WHITE MOUNTAIN TITANIUM CORPORATION
(Exact Name of Registrant as Specified in Charter)

Nevada 000-55441 87-057730
(State or Other Jurisdiction of Commission File Number (IRS Employer Identification No.)
Incorporation)    

Augusto Leguia 100, Oficina 1401, Las Condes, Santiago Chile None
(Address of principal executive offices) (Zip Code)

Registrant’s telephone number, including area code: (56 2) 2657-1800

Check the appropriate box below if the Form 8-K filing is intended to simultaneously satisfy the filing obligation of the registrant under any of the following provisions:

[   ] Written communications pursuant to Rule 425 under the Securities Act

[   ] Soliciting material pursuant to Rule 14a-12 under the Exchange Act

[   ] Pre-commencement communications pursuant to Rule 14d-2(b) under the Exchange Act

[   ] Pre-commencement communications pursuant to Rule 13e-4(c) under the Exchange Act


Item 8.01 Other Events.

2016 Annual Shareholders’ Meeting

On January 15, 2016, the Board of Directors of White Mountain Titanium Corporation, a Nevada corporation (the “Company”), approved holding the 2016 Annual Shareholders' Meeting at 10:00 am local time on April 20, 2016, at the Company’s principle executive offices. The record date for the meeting has been set for March 15, 2016.

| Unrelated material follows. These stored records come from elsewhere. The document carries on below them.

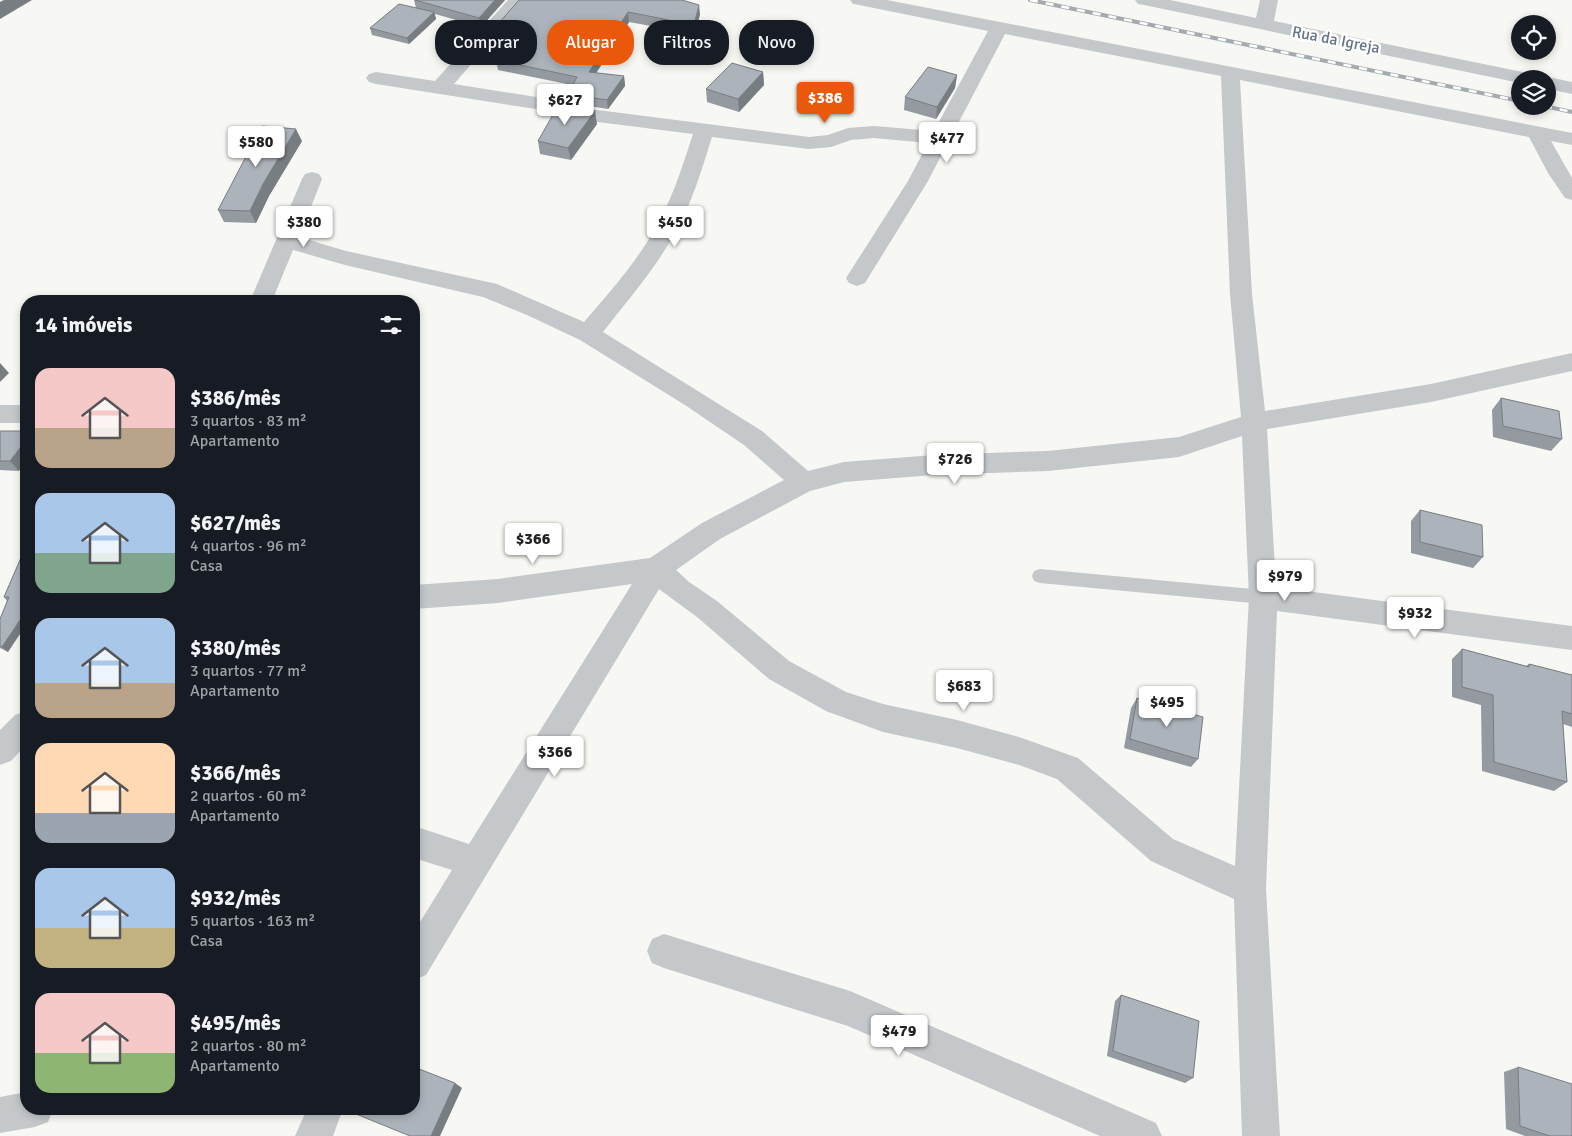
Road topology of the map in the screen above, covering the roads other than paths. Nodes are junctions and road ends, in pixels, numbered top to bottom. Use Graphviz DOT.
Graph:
graph roads {
  1 [pos="518,0"];
  2 [pos="859,0"];
  3 [pos="1144,0"];
  4 [pos="1269,0"];
  5 [pos="1264,25"];
  6 [pos="999,27"];
  7 [pos="1230,72"];
  8 [pos="1511,76"];
  9 [pos="376,78"];
  10 [pos="1556,85"];
  11 [pos="441,87"];
  12 [pos="1572,88"];
  13 [pos="704,131"];
  14 [pos="1536,131"];
  15 [pos="941,138"];
  16 [pos="1572,139"];
  17 [pos="312,179"];
  18 [pos="1572,193"];
  19 [pos="287,241"];
  20 [pos="857,278"];
  21 [pos="263,295"];
  22 [pos="588,334"];
  23 [pos="1572,362"];
  24 [pos="0,414"];
  25 [pos="20,414"];
  26 [pos="1254,422"];
  27 [pos="804,482"];
  28 [pos="656,569"];
  29 [pos="1040,576"];
  30 [pos="420,597"];
  31 [pos="1263,597"];
  32 [pos="1572,638"];
  33 [pos="20,731"];
  34 [pos="0,751"];
  35 [pos="420,844"];
  36 [pos="476,862"];
  37 [pos="1250,889"];
  38 [pos="664,951"];
  39 [pos="420,953"];
  40 [pos="20,1112"];
  41 [pos="0,1115"];
  42 [pos="323,1115"];
  43 [pos="314,1136"];
  44 [pos="1144,1136"];
  45 [pos="1261,1136"];
  1 -- 11 [label="street"];
  2 -- 6 [label="street"];
  3 -- 5 [label="street, Rua da Igreja"];
  4 -- 5 [label="street"];
  5 -- 8 [label="street, Rua da Igreja"];
  6 -- 7 [label="street"];
  6 -- 15 [label="street"];
  7 -- 14 [label="street"];
  7 -- 26 [label="street"];
  9 -- 11 [label="street"];
  10 -- 12 [label="street"];
  11 -- 13 [label="street"];
  13 -- 15 [label="street"];
  13 -- 22 [label="street"];
  14 -- 16 [label="street"];
  14 -- 18 [label="street"];
  15 -- 20 [label="street"];
  17 -- 19 [label="street"];
  19 -- 21 [label="street"];
  19 -- 22 [label="street"];
  22 -- 27 [label="street"];
  23 -- 26 [label="street"];
  24 -- 25 [label="street"];
  26 -- 27 [label="street"];
  26 -- 31 [label="street"];
  27 -- 28 [label="street"];
  28 -- 30 [label="street"];
  28 -- 36 [label="street"];
  28 -- 37 [label="street"];
  29 -- 31 [label="lane"];
  31 -- 32 [label="street"];
  31 -- 37 [label="street"];
  33 -- 34 [label="street"];
  35 -- 36 [label="street"];
  36 -- 39 [label="street"];
  37 -- 45 [label="street"];
  38 -- 44 [label="street"];
  40 -- 41 [label="street"];
  42 -- 43 [label="street"];
}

At the meeting, shareholders of the Company will vote on the following items:

            1.        To elect seven directors of the Company to hold office until the next annual meeting of stockholders and until his or her successor is elected and qualified.

            2.        To ratify the appointment of Smythe Ratcliffe LLP to serve as the Company’s independent registered public accounting firm for fiscal 2016.

            3.        To cast an advisory vote to approve executive compensation.

            4.        To hold an advisory vote on whether an advisory vote on executive compensation should be held every one, two or three years.

            5.        To transact such other business as may properly come before the meeting.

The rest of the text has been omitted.